**What is needed**
Only the lines that include "Casaccia" should be copied from the data below.

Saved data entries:
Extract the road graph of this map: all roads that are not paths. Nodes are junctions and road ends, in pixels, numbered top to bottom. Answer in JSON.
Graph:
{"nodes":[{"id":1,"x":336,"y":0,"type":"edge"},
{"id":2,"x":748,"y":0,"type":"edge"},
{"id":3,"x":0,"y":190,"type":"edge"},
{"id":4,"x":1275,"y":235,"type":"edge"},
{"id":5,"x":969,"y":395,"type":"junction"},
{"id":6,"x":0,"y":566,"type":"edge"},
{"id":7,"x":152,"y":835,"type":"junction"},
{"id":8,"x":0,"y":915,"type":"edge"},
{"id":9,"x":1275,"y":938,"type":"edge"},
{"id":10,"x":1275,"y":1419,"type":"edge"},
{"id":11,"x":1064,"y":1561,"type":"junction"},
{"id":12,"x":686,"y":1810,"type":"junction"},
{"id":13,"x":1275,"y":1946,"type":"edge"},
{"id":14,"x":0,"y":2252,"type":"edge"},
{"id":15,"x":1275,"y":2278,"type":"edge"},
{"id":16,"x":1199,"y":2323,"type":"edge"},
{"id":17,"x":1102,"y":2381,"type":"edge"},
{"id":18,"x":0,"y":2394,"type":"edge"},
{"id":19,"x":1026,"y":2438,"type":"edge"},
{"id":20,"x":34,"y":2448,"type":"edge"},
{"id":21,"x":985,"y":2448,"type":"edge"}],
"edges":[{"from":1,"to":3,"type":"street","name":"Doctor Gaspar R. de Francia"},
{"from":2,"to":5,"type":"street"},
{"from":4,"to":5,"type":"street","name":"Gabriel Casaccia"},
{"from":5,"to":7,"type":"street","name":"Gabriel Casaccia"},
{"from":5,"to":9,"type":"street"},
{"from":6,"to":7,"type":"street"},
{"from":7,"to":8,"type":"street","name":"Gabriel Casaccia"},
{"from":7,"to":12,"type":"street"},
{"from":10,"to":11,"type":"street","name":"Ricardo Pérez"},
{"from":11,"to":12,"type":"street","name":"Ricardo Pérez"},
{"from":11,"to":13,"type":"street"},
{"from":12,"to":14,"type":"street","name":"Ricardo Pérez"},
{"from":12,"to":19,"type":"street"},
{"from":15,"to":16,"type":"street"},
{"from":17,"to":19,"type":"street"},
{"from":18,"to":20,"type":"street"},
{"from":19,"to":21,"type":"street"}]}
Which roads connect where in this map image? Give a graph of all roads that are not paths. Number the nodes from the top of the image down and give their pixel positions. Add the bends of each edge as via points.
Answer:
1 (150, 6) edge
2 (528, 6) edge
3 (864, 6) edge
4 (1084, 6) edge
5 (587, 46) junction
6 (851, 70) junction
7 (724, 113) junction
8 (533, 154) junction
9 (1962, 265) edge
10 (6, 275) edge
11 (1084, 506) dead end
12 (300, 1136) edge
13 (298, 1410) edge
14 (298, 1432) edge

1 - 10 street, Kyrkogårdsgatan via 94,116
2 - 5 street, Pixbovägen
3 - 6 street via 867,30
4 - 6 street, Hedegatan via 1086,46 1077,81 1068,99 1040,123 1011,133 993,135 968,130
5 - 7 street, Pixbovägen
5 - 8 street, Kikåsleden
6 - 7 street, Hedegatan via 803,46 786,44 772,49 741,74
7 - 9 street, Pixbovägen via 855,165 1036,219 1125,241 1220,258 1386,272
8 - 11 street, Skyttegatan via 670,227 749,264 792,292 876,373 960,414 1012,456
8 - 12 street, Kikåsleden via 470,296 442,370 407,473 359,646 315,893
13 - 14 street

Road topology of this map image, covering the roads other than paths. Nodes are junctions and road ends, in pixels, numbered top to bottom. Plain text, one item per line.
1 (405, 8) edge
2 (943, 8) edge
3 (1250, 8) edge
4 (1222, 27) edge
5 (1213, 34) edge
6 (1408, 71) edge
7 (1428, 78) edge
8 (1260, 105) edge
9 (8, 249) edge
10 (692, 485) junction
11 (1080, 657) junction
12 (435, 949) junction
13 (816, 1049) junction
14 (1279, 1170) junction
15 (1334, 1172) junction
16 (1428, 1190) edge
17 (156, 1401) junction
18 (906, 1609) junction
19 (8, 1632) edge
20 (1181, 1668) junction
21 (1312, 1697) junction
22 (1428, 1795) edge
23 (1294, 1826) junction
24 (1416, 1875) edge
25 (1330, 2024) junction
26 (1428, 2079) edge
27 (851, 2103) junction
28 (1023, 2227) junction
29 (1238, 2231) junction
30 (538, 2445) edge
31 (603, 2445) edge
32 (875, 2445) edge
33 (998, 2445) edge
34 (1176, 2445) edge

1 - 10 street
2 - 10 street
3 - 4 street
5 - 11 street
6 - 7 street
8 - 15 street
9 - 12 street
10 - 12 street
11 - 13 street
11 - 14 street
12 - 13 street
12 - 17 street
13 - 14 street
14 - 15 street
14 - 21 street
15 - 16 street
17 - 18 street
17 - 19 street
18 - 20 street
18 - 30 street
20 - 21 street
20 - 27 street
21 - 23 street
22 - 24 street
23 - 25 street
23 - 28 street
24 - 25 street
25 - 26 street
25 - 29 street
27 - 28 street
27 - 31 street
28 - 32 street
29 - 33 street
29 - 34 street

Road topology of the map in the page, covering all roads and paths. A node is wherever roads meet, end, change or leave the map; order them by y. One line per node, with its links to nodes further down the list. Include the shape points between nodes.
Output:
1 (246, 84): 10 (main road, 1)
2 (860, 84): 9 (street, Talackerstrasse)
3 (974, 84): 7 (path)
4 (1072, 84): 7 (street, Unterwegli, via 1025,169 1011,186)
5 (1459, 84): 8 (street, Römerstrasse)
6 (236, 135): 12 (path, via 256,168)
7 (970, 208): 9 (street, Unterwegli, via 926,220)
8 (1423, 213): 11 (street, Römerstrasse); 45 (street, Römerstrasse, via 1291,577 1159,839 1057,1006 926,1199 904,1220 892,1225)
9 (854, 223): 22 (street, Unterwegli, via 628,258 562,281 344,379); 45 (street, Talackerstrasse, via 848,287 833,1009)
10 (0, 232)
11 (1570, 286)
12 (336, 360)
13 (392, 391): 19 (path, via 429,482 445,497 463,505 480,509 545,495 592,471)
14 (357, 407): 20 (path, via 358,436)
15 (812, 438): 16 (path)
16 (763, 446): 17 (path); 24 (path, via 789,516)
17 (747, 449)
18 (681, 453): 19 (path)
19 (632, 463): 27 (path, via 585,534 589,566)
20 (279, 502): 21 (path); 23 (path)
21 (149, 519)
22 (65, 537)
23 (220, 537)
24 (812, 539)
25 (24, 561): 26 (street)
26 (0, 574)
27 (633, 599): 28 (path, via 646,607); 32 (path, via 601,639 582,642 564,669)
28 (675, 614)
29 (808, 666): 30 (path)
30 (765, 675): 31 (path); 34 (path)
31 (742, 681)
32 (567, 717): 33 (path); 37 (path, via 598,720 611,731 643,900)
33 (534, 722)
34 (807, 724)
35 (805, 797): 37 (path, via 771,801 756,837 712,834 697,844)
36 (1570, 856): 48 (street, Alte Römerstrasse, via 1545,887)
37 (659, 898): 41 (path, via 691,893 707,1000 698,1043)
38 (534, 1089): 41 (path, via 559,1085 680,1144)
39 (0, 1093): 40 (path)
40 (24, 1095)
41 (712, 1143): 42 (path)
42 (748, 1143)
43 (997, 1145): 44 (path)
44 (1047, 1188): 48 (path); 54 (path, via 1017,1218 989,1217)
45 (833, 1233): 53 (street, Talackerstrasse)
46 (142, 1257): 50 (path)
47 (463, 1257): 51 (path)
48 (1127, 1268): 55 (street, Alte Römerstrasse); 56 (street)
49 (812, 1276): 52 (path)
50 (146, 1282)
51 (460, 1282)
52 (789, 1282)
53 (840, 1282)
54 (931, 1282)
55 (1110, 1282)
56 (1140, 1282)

**Worked solution**
{"from":4,"to":5,"type":"street","name":"Gabriel Casaccia"},
{"from":5,"to":7,"type":"street","name":"Gabriel Casaccia"},
{"from":7,"to":8,"type":"street","name":"Gabriel Casaccia"},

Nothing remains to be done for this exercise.